Merging multiple CSV's with different columns - python
Lets say I have a CSV which is generated yearly by my business. Each year my business decides there is a new type of data we want to collect. So Year2002.csv looks like this:
Age,Gender,Address
A,B,C
Then year2003.csv adds a new column
Age,Gender,Address,Location,
A,B,C,D
By the time we get to year 2021, my CSV now has 7 columns and looks like this:
Age,Gender,Address,Location,Height,Weight,Race
A,B,C,D,E,F,G,H
My business wants to create a single CSV which contains all of the data recorded. Where data is not available, (for example, Address data is not recorded in the 2002 CSV) there can be a 0 or a NAAN or a empty cell.
What is the best method available to merge the CSV's into a single CSV? It may be worthwhile saying, that I have 15,000 CSV files which need to be merged. ranging from 2002-2021. 2002 the CSV starts off with three columns, but by 2020, the csv has 10 columns. I want to create one 'master' spreadsheet which contains all of the data.
Just a little extra context... I am doing this because I will then be using Python to replace the empty values using the new data. E.g. calculate an average and replace CSV empty values with that average.
Hope this makes sense. I am just looking for some direction on how to best approach this.

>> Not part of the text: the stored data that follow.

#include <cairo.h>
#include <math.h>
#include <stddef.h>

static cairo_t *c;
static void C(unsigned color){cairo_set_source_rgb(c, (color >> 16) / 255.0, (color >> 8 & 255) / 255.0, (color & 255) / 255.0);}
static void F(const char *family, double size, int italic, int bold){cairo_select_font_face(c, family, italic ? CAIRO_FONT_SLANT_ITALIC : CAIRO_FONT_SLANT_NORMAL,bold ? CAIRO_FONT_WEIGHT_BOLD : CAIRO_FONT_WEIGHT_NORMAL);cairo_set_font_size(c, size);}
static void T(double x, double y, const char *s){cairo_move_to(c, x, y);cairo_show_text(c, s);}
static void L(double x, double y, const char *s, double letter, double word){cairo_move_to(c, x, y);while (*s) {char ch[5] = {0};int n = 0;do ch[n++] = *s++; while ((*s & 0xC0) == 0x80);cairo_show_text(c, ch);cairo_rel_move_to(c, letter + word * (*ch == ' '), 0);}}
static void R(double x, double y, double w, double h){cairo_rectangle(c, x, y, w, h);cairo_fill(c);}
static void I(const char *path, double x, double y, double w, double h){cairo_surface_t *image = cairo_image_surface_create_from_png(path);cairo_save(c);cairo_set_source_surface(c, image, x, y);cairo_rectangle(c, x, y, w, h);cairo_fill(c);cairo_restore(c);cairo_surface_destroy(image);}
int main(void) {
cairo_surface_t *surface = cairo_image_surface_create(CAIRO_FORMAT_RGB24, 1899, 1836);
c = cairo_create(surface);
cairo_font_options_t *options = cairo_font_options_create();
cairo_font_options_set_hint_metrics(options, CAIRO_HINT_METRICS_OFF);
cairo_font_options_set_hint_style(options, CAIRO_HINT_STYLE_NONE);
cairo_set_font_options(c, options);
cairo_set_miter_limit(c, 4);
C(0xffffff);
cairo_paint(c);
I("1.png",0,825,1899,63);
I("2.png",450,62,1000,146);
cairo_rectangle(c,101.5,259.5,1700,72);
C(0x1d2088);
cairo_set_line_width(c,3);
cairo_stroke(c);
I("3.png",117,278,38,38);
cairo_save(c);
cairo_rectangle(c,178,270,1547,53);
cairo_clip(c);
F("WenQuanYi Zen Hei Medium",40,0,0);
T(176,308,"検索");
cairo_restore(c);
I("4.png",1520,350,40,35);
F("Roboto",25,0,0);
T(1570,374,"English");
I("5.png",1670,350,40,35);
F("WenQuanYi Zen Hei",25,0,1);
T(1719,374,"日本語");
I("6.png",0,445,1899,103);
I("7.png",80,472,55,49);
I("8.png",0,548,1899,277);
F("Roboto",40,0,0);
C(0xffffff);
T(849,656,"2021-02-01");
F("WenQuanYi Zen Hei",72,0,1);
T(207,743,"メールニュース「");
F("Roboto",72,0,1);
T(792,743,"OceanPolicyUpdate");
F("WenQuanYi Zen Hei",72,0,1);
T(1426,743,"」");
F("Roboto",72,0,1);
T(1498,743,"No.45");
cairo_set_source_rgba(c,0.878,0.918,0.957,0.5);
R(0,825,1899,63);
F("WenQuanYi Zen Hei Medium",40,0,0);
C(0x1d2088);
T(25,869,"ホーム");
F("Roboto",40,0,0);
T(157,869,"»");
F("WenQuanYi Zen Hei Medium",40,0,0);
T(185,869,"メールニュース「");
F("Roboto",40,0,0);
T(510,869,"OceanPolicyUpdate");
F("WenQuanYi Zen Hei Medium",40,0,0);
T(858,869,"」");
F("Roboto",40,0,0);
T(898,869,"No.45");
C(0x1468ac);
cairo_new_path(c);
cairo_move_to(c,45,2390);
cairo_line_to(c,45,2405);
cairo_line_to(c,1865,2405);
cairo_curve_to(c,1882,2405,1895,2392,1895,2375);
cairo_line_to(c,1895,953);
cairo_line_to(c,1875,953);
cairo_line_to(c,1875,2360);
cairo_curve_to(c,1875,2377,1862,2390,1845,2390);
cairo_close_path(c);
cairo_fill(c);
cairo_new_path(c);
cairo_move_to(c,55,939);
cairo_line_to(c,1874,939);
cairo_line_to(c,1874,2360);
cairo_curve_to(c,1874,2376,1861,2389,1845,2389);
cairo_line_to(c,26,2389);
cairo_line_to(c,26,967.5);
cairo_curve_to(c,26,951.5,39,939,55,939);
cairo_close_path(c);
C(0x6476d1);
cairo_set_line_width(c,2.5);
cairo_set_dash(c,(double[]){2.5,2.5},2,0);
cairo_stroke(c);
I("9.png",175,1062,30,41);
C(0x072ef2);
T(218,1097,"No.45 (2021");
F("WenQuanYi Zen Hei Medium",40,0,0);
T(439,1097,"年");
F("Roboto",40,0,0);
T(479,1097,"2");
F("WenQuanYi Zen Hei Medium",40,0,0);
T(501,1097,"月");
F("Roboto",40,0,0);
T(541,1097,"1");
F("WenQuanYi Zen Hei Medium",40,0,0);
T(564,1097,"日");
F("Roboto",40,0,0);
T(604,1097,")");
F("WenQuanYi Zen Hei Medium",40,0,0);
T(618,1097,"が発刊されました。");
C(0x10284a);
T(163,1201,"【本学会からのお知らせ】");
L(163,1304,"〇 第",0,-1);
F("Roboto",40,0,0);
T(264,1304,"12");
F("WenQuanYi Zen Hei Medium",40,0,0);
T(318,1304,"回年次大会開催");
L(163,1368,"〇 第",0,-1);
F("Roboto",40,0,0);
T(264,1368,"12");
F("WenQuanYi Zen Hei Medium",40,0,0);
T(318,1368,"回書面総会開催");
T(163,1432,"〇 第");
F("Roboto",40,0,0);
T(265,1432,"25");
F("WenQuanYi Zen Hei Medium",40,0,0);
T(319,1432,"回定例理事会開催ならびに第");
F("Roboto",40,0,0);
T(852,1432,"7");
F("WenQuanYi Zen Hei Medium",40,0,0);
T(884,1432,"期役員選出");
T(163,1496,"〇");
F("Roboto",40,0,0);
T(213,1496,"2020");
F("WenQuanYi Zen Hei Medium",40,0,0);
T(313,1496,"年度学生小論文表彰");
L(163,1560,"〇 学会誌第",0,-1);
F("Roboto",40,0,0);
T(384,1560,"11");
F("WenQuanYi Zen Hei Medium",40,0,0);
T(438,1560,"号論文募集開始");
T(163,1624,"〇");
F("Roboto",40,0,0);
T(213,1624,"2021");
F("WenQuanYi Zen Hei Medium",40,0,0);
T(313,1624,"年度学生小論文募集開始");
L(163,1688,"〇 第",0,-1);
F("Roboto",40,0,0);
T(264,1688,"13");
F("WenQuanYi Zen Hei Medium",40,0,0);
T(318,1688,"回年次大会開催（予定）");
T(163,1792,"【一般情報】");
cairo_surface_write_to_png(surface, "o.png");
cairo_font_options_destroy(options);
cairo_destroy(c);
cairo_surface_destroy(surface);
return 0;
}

I have been playing around with excel, power bi and python but I can not figure out the best way to do this.
With pandas you can use pandas.read_csv() to create Dataframe, which you can merge using pandas.concat().
import pandas as pd
data1 = pd.read_csv(csv1)
data2 = pd.read_csv(csv2)
data = pd.concat(data1, data2)
You should take a look at python csv module.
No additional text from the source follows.